Theater News

Rodgers Explored

Ben Winters weighs in on Meryle Secrest’s new biography of the troubled genius that was Richard Rodgers.

Richard Rodgers, the man who set down the music to Pal Joey, Oklahoma!, and South Pacific, also wrote a whole lot of shows you’ve probably never heard of. With Lorenz “Larry” Hart, for example, he wrote something called Betsy, which opened late in 1926 at the Ziegfeld Theater starring Belle Baker and ran for a scant 39 performances. Though in all other respects a stunning failure, Betsy introduced one indelible classic; unfortunately, that song was not by Rodgers and Hart.

“The opening night could not have gone worse,” explains Meryle Secrest in Somewhere For Me, her new biography of Rodgers. “Ziegfeld had hired Irving Berlin to contribute the sure-fire hit for Belle Baker he evidently felt he had not received from Rodgers and Hart.” It worked. “Blue Skies” was such a showstopper that Berlin stood up and took a bow in the middle of the performance, and his tune would become one of the favorites of the great American songbook. Understandably, Rodgers and Hart were a bit put out, a fact that Berlin noted and slyly lampooned many years later in a parody of his own famous tune (included in The Complete Lyrics of Irving Berlin, also recently issued by Knopf):

“Blue Skies,” we’d like to know,
Why is that “Blue Skies” in our show?

Somewhere For Me is marvelously full of behind-the-curtain anecdotes like this. Another great one comes many pages later, when a proposed Rodgers collaboration with Alan Jay Lerner falls through rather comically. Secrest’s work is strongest when consumed with the details of Rodgers’ professional life; she moves with a strong, compelling voice through his astonishing career. Rodgers’ breakthrough show was The Garrick Gaieties: Set to play for one performance only at the Theater Guild, this “topical revue” ended up bumping Lunt and Fontanne in The Guardsman. From there it was onward and upward to Broadway and Hollywood for Rodgers, with only the occasional flop intervening. The man apparently never had any interest in retiring, even after his health began to fail; his last show, I Remember Mama, closed on Labor Day of 1979, three months before his death.

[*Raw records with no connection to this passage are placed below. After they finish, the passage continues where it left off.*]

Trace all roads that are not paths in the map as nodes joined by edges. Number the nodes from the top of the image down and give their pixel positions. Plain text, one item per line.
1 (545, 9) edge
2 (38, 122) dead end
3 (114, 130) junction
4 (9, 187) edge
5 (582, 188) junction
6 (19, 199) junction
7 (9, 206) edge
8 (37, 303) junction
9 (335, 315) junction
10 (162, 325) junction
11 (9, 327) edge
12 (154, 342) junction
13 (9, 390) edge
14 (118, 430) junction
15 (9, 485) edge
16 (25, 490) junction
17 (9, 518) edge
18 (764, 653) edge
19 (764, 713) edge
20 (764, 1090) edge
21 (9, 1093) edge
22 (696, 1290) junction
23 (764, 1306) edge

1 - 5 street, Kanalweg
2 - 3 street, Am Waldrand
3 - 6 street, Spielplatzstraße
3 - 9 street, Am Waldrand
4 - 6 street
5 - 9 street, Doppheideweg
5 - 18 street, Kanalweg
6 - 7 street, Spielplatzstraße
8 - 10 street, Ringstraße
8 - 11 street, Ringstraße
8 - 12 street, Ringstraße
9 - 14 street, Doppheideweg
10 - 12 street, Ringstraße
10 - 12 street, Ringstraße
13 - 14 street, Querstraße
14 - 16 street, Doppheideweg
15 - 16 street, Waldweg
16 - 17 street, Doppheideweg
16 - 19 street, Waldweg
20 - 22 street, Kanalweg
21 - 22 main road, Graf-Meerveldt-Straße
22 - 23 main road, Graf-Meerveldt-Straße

Secrest does an excellent job of ushering her readers into the world of show making, including the often chaotic business of creating songs and scripts and the daunting process of assembling investors for the massively expensive enterprise of putting on a Broadway musical. We learn that this latter endeavor occasionally involved crossing paths with the Mafia, who became theater patrons for reasons of their own: “If a gangster backed a show,” writes Secrest, “it was usually because he had some cutie whose career he was promoting.” Somewhere For Me includes a great picture of “Legs” Diamond, looking as thuggish and intimidating as he must have when he kindly offered Rodgers his various services (“get rid of a car…get somebody roughed up a little bit”) before his untimely death.

This is a fascinating world and a fun one–much more fun, for Secrest anyway, than Rodgers’ personal life. Indeed, one gets the feeling at times that the author is annoyed that Rodgers even had a private life. The composer’s relationship with his wife Dorothy and his daughters, his womanizing, his lifelong alcoholism and bouts with depression–these subjects are sketched by Secrest rather than fully detailed. She mentions Rodgers’ various hospitalizations and his psychiatric history only in passing, as if unsure why they’re important. She tosses out tantalizing anecdotes, as when the chronically phobic composer inexplicably refused to drive on the West Side highway after a dinner party. But, by the end of Somewhere For Me, we are left with a well-crafted portrait of a career and a far less convincing image of a man.

It’s not surprising that, in Secrest’s view, Rodgers’ life was limned by two defining relationships: with his two most frequent lyricists, Larry Hart and Oscar Hammerstein II. Hart was mercurial and alcoholic, exceedingly gifted and exceedingly troubled, whereas Hammerstein was smooth-tempered, gentle and sophisticated. Rodgers, of course, was in some way all of these things, and Secrest best captures his personality in counterpoint to the lyricists’. The composer’s own drinking was constant and voluminous but never as debilitating as that of Hart, who would shout at actors from the balcony during performances of his own shows. Rodgers’ recurring lack of self confidence is perhaps best illustrated by the way he treated Hammerstein, who had similar anxieties–e.g., letting Hammerstein wait for agonizing days on end to tell him whether Rodgers thought a particular lyric was any good.

Rodgers, it seems, had a capacity for casual cruelty, whether he was reminding daughter Mary of her weight or dismissing Hart, after his death, as “that little faggot.” But exactly how this capacity arose–along with his depression and alcoholism–or to what extent these dark traits dominated his dealings with friends and loved ones is never made entirely clear. As always with men of great of genius, there is a fascination in seeing them act badly; though Secrest doesn’t allow us to wallow too long in Rodgers’ psychological morass, we are granted the far healthier pleasure of watching him at work.